The Diamondbacks went down quietly through the third, fourth, and fifth. Arizona managed just one baserunner across those three frames combined. Sheehan was working quickly, keeping the ball on the ground, and giving the Dodgers exactly what they needed in a one-run game. Through six, his ERA for the night was pristine.
Then Arenado happened. With two outs in the seventh and nobody on, he lifted a fly ball to left-center that kept carrying. Six-plus innings of good work, neutralized by one swing. Sheehan was pulled. He didn’t lose this game. His bullpen did.


Alex Vesia came on and got through the seventh without adding to the damage. But Jack Dreyer couldn’t hold the line in the eighth. Tommy Troy put down a bunt single to lead off the inning, and Ketel Marte stepped in and made the Dodgers pay. His line drive to left field was gone off the bat. Two runs scored. A game that had been winnable three outs earlier was suddenly a 4-1 deficit with no runway left.
Ohtani Carries the Offense Alone
Shohei Ohtani was the best Dodger on the field Monday. He went 3-for-4, reached base every time he came up with a hit, and was personally responsible for the only run Los Angeles scored all night. In the third inning, he doubled sharply to center to put himself in scoring position, then moved to third on an Andy Pages double. Freddie Freeman grounded out to bring him home and the Dodgers were ahead 1-0. That was it. That was the entire offensive output.

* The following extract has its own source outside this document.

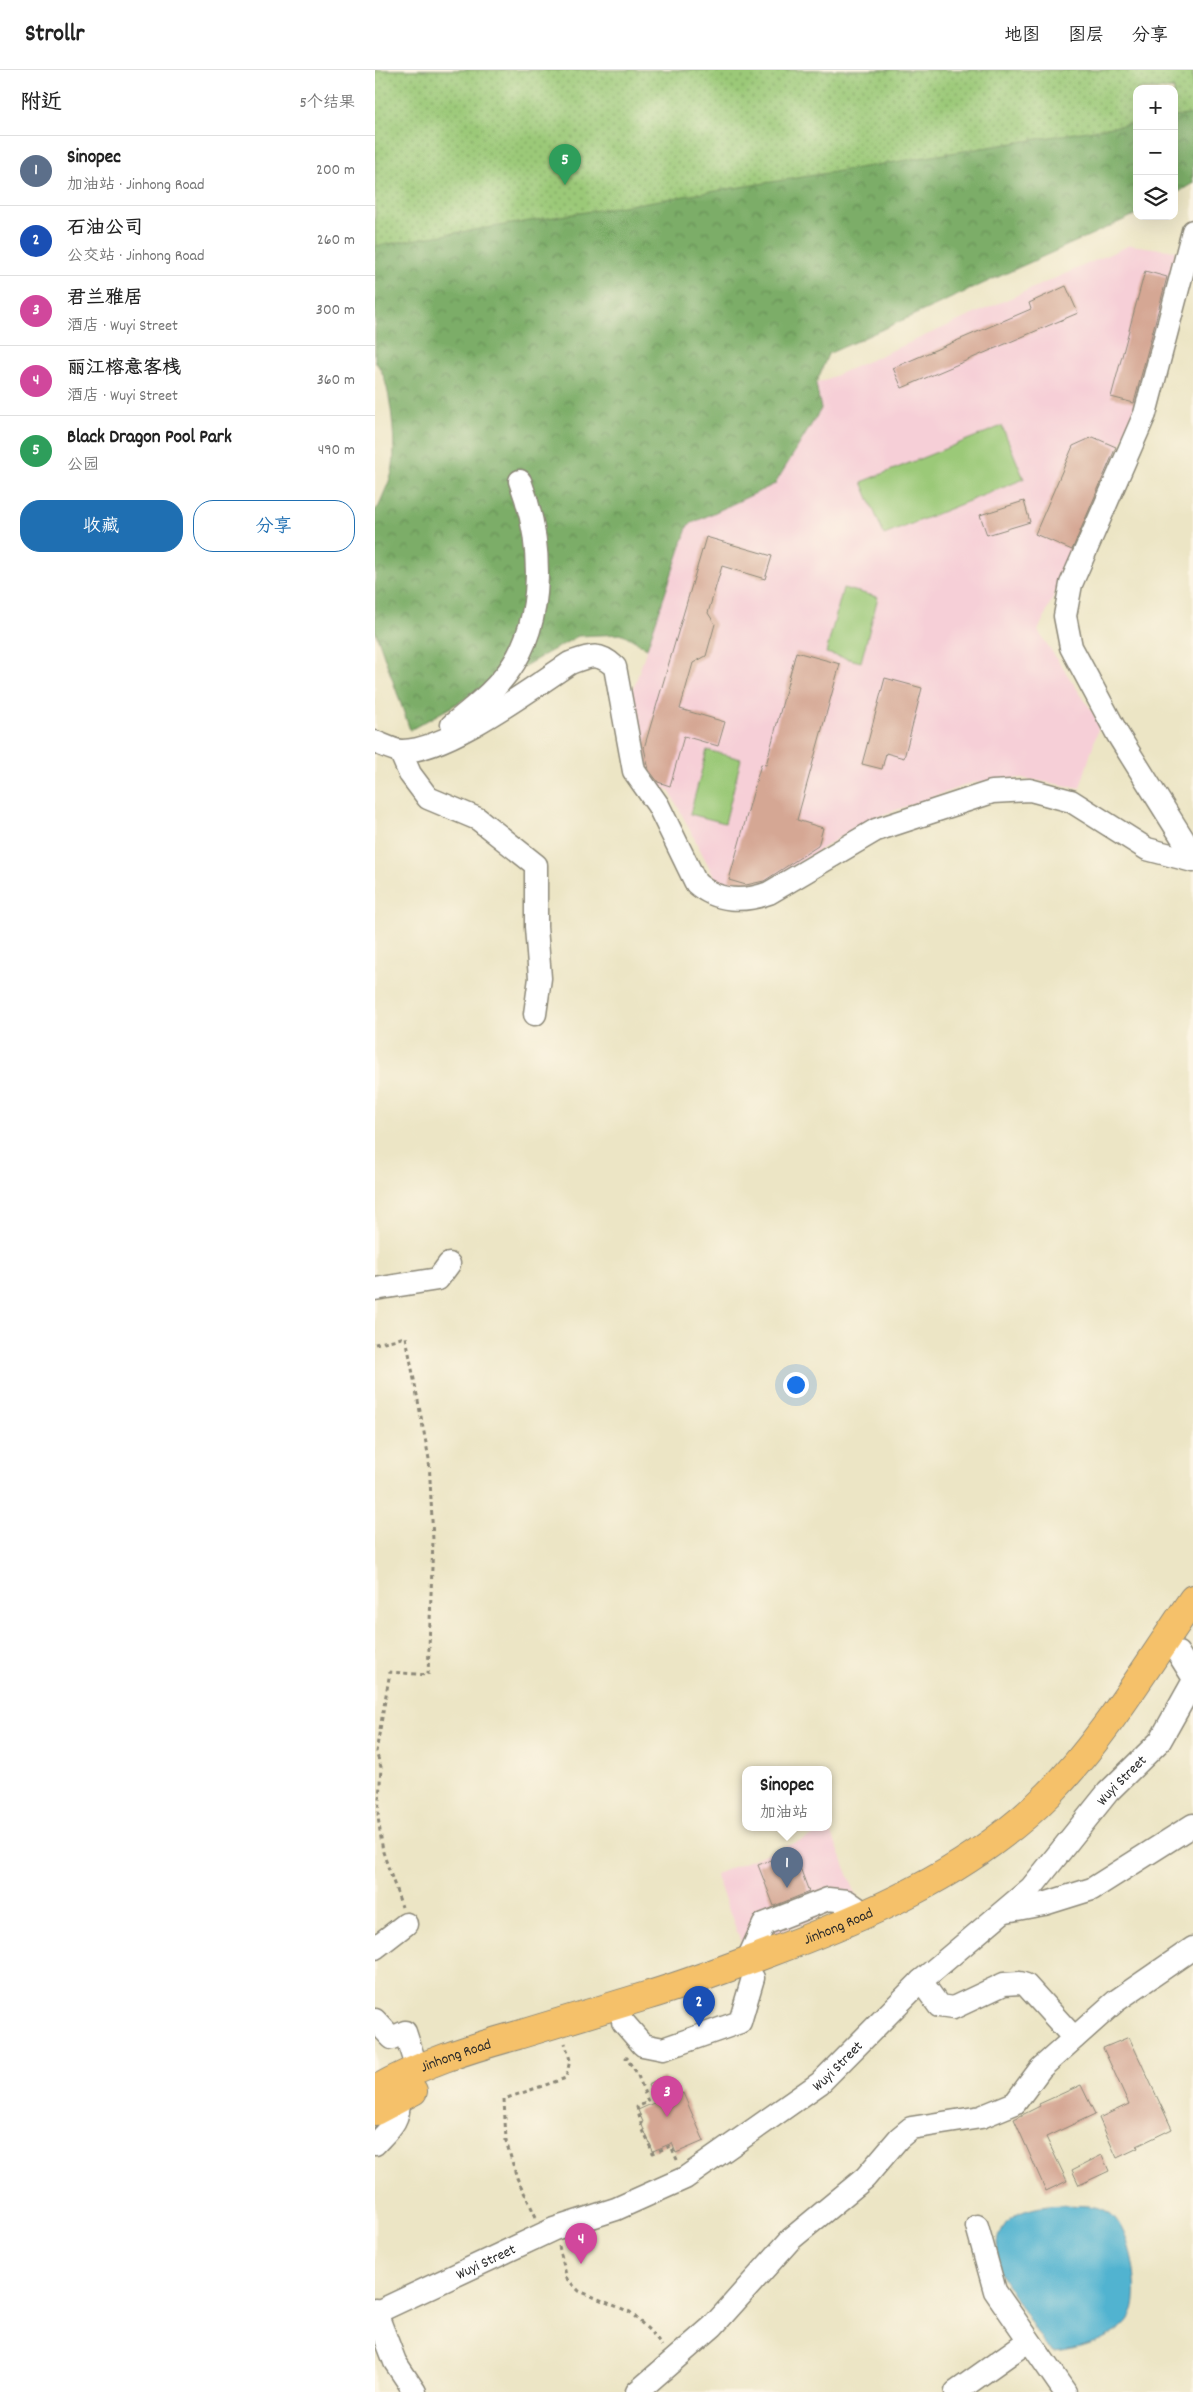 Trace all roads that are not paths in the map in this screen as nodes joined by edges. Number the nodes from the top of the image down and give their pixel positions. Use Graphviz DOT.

Ohtani also singled in the fifth to give the Dodgers something to work with, but Pages lined out to center two batters later and Freeman flew out to strand him. The pattern repeated itself all night. Ohtani would get on, the lineup would threaten briefly, and then the middle of the order would go cold at the worst time. Freeman finished 0-for-4 with one RBI. Mookie Betts singled once and disappeared. Kyle Tucker walked and never scored. The Dodgers generated traffic and did nothing with it.

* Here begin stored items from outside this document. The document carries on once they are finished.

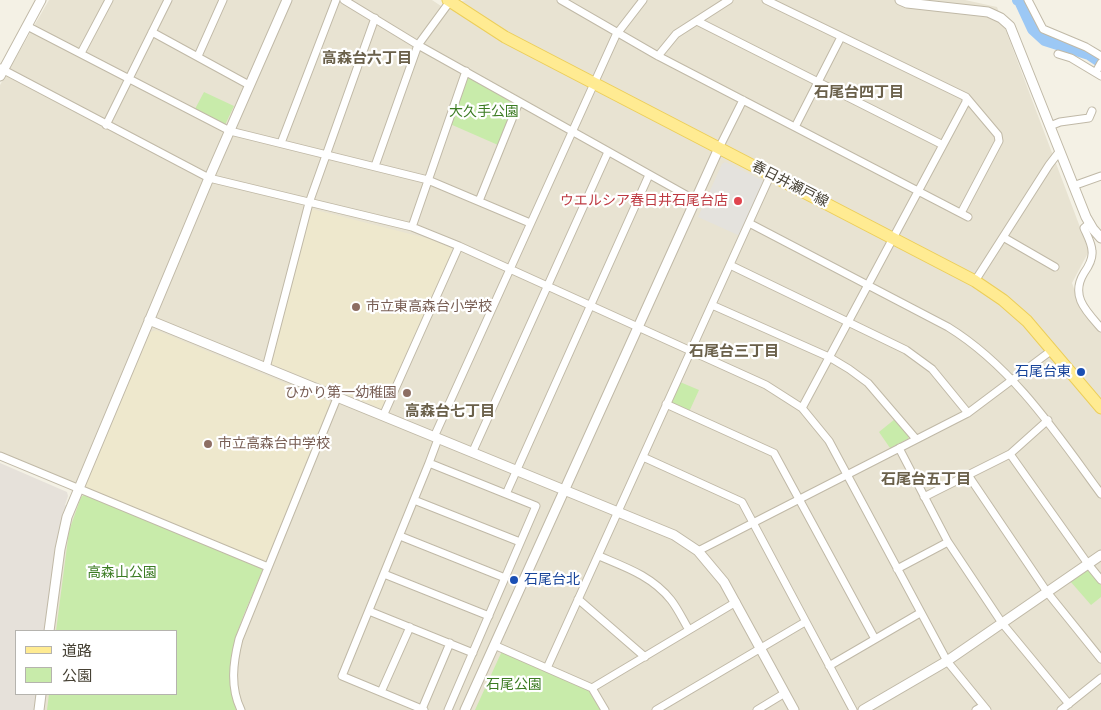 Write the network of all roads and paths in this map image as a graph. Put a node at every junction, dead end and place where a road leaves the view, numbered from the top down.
1 (41, 0) edge
2 (109, 0) edge
3 (168, 0) edge
4 (223, 0) edge
5 (287, 0) edge
6 (336, 0) edge
7 (344, 0) edge
8 (450, 0) edge
9 (561, 0) edge
10 (643, 0) edge
11 (729, 0) edge
12 (766, 0) edge
13 (900, 0) edge
14 (1028, 0) edge
15 (375, 18) junction
16 (697, 21) junction
17 (27, 26) junction
18 (152, 32) junction
19 (618, 33) junction
20 (841, 37) junction
21 (418, 45) junction
22 (81, 53) junction
23 (1058, 54) dead end
24 (198, 56) junction
25 (658, 56) junction
26 (1101, 56) edge
27 (1101, 63) edge
28 (466, 71) junction
29 (1, 72) edge
30 (1098, 74) edge
31 (129, 78) junction
32 (594, 82) junction
33 (818, 82) junction
34 (249, 85) junction
35 (966, 97) junction
36 (744, 100) junction
37 (519, 102) junction
38 (1092, 111) dead end
39 (106, 125) junction
40 (1050, 126) junction
41 (795, 127) junction
42 (230, 131) junction
43 (572, 131) junction
44 (281, 143) junction
45 (944, 145) junction
46 (719, 148) junction
47 (608, 152) junction
48 (1059, 152) junction
49 (326, 154) junction
50 (375, 166) junction
51 (771, 174) junction
52 (649, 175) junction
53 (1101, 176) edge
54 (209, 178) junction
55 (428, 180) junction
56 (1073, 186) junction
57 (919, 191) junction
58 (695, 200) junction
59 (480, 201) junction
60 (309, 203) junction
61 (961, 213) junction
62 (968, 217) dead end
63 (749, 223) junction
64 (1090, 223) junction
65 (530, 224) junction
66 (412, 227) junction
67 (1003, 236) junction
68 (893, 237) junction
69 (1101, 238) edge
70 (459, 246) junction
71 (730, 264) junction
72 (1055, 267) dead end
73 (510, 269) junction
74 (975, 281) junction
75 (867, 284) junction
76 (548, 286) junction
77 (590, 305) junction
78 (712, 305) junction
79 (148, 320) junction
80 (848, 321) junction
81 (638, 327) junction
82 (1101, 328) edge
83 (1052, 350) junction
84 (691, 351) junction
85 (828, 358) junction
86 (266, 368) junction
87 (1011, 380) junction
88 (337, 398) junction
89 (666, 404) junction
90 (802, 408) junction
91 (1101, 408) edge
92 (968, 413) junction
93 (383, 416) junction
94 (1048, 420) junction
95 (436, 438) junction
96 (916, 439) junction
97 (899, 448) junction
98 (473, 451) junction
99 (1010, 454) junction
100 (0, 456) edge
101 (643, 457) junction
102 (429, 463) junction
103 (516, 470) junction
104 (848, 475) junction
105 (968, 475) junction
106 (78, 489) junction
107 (565, 490) junction
108 (506, 494) junction
109 (1101, 494) edge
110 (924, 497) junction
111 (799, 499) junction
112 (414, 500) junction
113 (618, 512) junction
114 (752, 523) junction
115 (400, 536) junction
116 (520, 542) junction
117 (948, 542) junction
118 (698, 550) junction
119 (1101, 555) edge
120 (598, 556) junction
121 (1088, 564) junction
122 (268, 567) junction
123 (897, 568) junction
124 (384, 574) junction
125 (505, 578) junction
126 (1101, 580) edge
127 (1047, 592) junction
128 (578, 599) junction
129 (736, 602) junction
130 (369, 611) junction
131 (920, 613) junction
132 (489, 616) junction
133 (805, 622) junction
134 (1002, 623) junction
135 (410, 627) junction
136 (49, 630) edge
137 (689, 630) junction
138 (875, 639) junction
139 (450, 643) junction
140 (494, 644) junction
141 (761, 647) junction
142 (473, 653) junction
143 (645, 657) junction
144 (1101, 659) edge
145 (947, 660) junction
146 (829, 666) junction
147 (547, 668) junction
148 (1101, 678) edge
149 (592, 688) junction
150 (381, 692) junction
151 (785, 693) junction
152 (42, 695) edge
153 (1069, 704) junction
154 (985, 708) edge
155 (40, 710) edge
156 (241, 710) edge
157 (423, 710) edge
158 (448, 710) edge
159 (464, 710) edge
160 (605, 710) edge
161 (656, 710) edge
162 (757, 710) edge
163 (794, 710) edge
164 (854, 710) edge
165 (863, 710) edge
166 (976, 710) edge
167 (1061, 710) edge

1 - 17 street
2 - 22 street
3 - 18 street
4 - 24 street
5 - 34 street
6 - 44 street
7 - 15 street
8 - 21 street
8 - 32 main road, 春日井瀬戸線
9 - 19 street
10 - 19 street
11 - 16 street
12 - 20 street
13 - 40 street
14 - 26 street
15 - 21 street
15 - 49 street
16 - 25 street
16 - 33 street
17 - 22 street
17 - 29 street
18 - 24 street
18 - 31 street
19 - 25 street
19 - 32 street
20 - 33 street
20 - 35 street
21 - 28 street
21 - 50 street
22 - 31 street
23 - 30 street
24 - 34 street
25 - 36 street
27 - 30 street
28 - 37 street
28 - 55 street
29 - 39 street
31 - 39 street
31 - 42 street
32 - 43 street
32 - 46 main road, 春日井瀬戸線
33 - 41 street
33 - 45 street
34 - 42 street
35 - 45 street
35 - 61 street
36 - 41 street
36 - 46 street
37 - 43 street
37 - 59 street
38 - 40 street
39 - 54 street
40 - 48 street
41 - 57 street
42 - 44 street
42 - 54 street
43 - 47 street
43 - 65 street
44 - 49 street
45 - 57 street
46 - 51 main road, 春日井瀬戸線
46 - 58 street
47 - 52 street
47 - 76 street
48 - 56 street
48 - 67 street
49 - 50 street
49 - 60 street
50 - 55 street
51 - 63 street
51 - 68 main road, 春日井瀬戸線
52 - 58 street
52 - 77 street
53 - 56 street
54 - 60 street
54 - 79 street
55 - 59 street
55 - 66 street
56 - 64 street
57 - 61 street
57 - 68 street
58 - 81 street
59 - 65 street
60 - 66 street
60 - 86 street
61 - 62 street
63 - 71 street
63 - 75 street
64 - 69 street
64 - 82 street
65 - 73 street
66 - 70 street
67 - 72 street
67 - 74 street
68 - 74 main road, 春日井瀬戸線
68 - 75 street
70 - 73 street
70 - 93 street
71 - 78 street
71 - 80 street
73 - 76 street
73 - 95 street
74 - 83 main road, 春日井瀬戸線
75 - 80 street
75 - 87 street
76 - 77 street
76 - 98 street
77 - 81 street
77 - 103 street
78 - 84 street
78 - 85 street
79 - 86 street
79 - 106 street
80 - 85 street
80 - 92 street
81 - 84 street
81 - 107 street
83 - 87 street
83 - 91 main road, 春日井瀬戸線
84 - 89 street
84 - 90 street
85 - 90 street
85 - 96 street
86 - 88 street
87 - 92 street
87 - 94 street
88 - 93 street
88 - 122 street
89 - 101 street
89 - 111 street
90 - 104 street
92 - 96 street
93 - 95 street
94 - 99 street
94 - 109 street
95 - 98 street
95 - 102 street
96 - 97 street
97 - 104 street
97 - 110 street
98 - 103 street
99 - 105 street
99 - 121 street
100 - 106 street
101 - 113 street
101 - 114 street
102 - 108 street
102 - 112 street
103 - 107 street
103 - 108 street
104 - 111 street
104 - 123 street
105 - 110 street
105 - 127 street
106 - 122 street
106 - 136 street
107 - 113 street
107 - 140 street
108 - 116 street
110 - 117 street
111 - 114 street
111 - 138 street
112 - 115 street
112 - 116 street
113 - 118 street
113 - 120 street
114 - 118 street
114 - 133 street
115 - 124 street
115 - 125 street
116 - 125 street
117 - 123 street
117 - 134 street
118 - 129 street
119 - 121 street
120 - 128 street
120 - 137 street
121 - 126 street
121 - 127 street
122 - 156 street
123 - 131 street
124 - 130 street
124 - 132 street
125 - 132 street
127 - 134 street
127 - 144 street
128 - 143 street
128 - 147 street
129 - 137 street
129 - 141 street
130 - 135 street
130 - 150 street
131 - 138 street
131 - 145 street
132 - 142 street
133 - 141 street
133 - 146 street
134 - 145 street
134 - 153 street
135 - 139 street
135 - 150 street
137 - 143 street
138 - 146 street
139 - 142 street
139 - 157 street
140 - 147 street
140 - 159 street
141 - 151 street
141 - 161 street
142 - 158 street
143 - 149 street
145 - 154 street
145 - 165 street
146 - 164 street
147 - 149 street
148 - 153 street
149 - 160 street
150 - 157 street
151 - 162 street
151 - 163 street
152 - 155 street
153 - 167 street
154 - 166 street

Troy Sets the Table, Marte Finishes the Meal
The Diamondbacks didn’t need much. They needed Arenado to stay hot and Marte to find a pitch he liked in the eighth. Both things happened. Arenado’s seventh-inning solo shot was his eighth of the season and arrived at the exact moment it could do the most damage, wiping a lead the Dodgers had nursed for four innings. It was the kind of at-bat that shifts the entire emotional weight of a game.
Marte’s blast was more decisive. Troy laid down a perfect bunt to open the eighth, beating it out for a single and giving Arizona something to work with. Marte turned on the very next pitch, drove it to left on a line, and it was gone before anyone had time to react. His tenth homer of the season. Two runs, a 4-1 lead, and the game sealed before the Dodgers even had a chance to answer. Paul Sewald closed it out in the ninth with no drama, needing just six pitches to retire the side in order.


Up Next
The Dodgers and Diamondbacks continue their four-game series Tuesday at Chase Field. Eric Lauer takes the mound for Los Angeles against Arizona’s Mike Soroka. First pitch is scheduled for 6:40 p.m. PST.